(Source records)
- - - -

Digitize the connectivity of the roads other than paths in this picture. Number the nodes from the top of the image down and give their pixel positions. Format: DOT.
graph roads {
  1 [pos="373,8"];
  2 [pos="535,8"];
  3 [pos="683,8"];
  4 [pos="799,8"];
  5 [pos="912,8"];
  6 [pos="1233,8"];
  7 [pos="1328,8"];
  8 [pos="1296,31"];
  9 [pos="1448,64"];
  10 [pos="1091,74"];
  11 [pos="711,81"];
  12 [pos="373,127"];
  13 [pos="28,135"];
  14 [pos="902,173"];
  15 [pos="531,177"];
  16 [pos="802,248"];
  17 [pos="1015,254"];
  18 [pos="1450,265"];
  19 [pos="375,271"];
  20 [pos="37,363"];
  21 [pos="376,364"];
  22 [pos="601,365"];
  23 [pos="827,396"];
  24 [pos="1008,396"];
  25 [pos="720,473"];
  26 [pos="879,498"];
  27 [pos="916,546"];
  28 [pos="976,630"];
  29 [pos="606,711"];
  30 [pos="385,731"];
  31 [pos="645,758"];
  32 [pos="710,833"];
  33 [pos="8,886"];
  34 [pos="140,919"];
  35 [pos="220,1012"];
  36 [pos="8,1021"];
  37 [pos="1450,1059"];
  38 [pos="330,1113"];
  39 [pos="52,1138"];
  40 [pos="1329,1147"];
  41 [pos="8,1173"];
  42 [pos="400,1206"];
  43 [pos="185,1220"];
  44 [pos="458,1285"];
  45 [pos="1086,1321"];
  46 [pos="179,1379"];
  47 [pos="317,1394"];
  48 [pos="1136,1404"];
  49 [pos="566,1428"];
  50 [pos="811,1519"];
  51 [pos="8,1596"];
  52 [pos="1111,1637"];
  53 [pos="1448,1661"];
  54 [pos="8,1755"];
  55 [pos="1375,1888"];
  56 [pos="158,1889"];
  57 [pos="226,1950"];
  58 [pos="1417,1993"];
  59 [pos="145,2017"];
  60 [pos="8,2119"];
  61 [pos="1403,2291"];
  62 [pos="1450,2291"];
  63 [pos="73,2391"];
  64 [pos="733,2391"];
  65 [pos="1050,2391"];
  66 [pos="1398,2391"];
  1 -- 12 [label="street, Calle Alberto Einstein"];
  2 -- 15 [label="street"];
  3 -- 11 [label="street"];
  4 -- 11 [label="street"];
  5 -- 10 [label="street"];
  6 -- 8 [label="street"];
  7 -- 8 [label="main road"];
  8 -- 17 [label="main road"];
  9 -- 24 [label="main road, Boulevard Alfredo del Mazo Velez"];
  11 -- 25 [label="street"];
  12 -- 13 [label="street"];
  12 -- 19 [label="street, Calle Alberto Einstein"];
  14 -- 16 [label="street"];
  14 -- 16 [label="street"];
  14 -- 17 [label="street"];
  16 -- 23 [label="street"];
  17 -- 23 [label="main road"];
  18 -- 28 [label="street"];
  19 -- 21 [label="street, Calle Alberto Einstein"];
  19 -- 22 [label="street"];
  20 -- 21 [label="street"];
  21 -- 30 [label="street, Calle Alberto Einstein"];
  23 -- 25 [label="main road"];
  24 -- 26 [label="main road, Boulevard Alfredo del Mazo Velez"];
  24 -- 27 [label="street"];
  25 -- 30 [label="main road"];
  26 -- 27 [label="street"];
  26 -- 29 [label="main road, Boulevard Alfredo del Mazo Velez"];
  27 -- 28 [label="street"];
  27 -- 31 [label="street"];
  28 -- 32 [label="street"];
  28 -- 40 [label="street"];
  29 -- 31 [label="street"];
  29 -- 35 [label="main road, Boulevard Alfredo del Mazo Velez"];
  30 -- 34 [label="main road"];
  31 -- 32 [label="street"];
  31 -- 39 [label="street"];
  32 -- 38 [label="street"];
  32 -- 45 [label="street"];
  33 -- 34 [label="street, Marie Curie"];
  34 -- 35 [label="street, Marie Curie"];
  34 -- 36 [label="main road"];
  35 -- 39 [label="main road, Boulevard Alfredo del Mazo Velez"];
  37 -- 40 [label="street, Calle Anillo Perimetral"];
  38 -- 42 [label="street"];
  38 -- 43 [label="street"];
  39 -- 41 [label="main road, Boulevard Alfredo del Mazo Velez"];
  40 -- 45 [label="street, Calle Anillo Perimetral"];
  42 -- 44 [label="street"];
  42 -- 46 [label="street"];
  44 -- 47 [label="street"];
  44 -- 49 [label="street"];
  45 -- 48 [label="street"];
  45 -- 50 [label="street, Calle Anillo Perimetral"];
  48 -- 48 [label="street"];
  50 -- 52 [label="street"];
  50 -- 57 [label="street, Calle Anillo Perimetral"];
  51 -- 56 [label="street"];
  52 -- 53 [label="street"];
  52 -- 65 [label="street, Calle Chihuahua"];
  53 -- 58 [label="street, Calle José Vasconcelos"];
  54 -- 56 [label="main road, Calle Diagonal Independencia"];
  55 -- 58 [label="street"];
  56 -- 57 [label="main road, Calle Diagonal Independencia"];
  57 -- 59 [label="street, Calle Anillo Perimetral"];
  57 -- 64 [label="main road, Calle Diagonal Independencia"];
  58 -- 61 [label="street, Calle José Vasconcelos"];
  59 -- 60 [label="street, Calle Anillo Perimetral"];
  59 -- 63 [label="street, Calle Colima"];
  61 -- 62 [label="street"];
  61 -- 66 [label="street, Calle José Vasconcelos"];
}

- - - -

**Exercise directions**.
Every line from the data above that contains "Boulevard" must appear in the answer.

**Written reply**.
  9 -- 24 [label="main road, Boulevard Alfredo del Mazo Velez"];
  24 -- 26 [label="main road, Boulevard Alfredo del Mazo Velez"];
  26 -- 29 [label="main road, Boulevard Alfredo del Mazo Velez"];
  29 -- 35 [label="main road, Boulevard Alfredo del Mazo Velez"];
  35 -- 39 [label="main road, Boulevard Alfredo del Mazo Velez"];
  39 -- 41 [label="main road, Boulevard Alfredo del Mazo Velez"];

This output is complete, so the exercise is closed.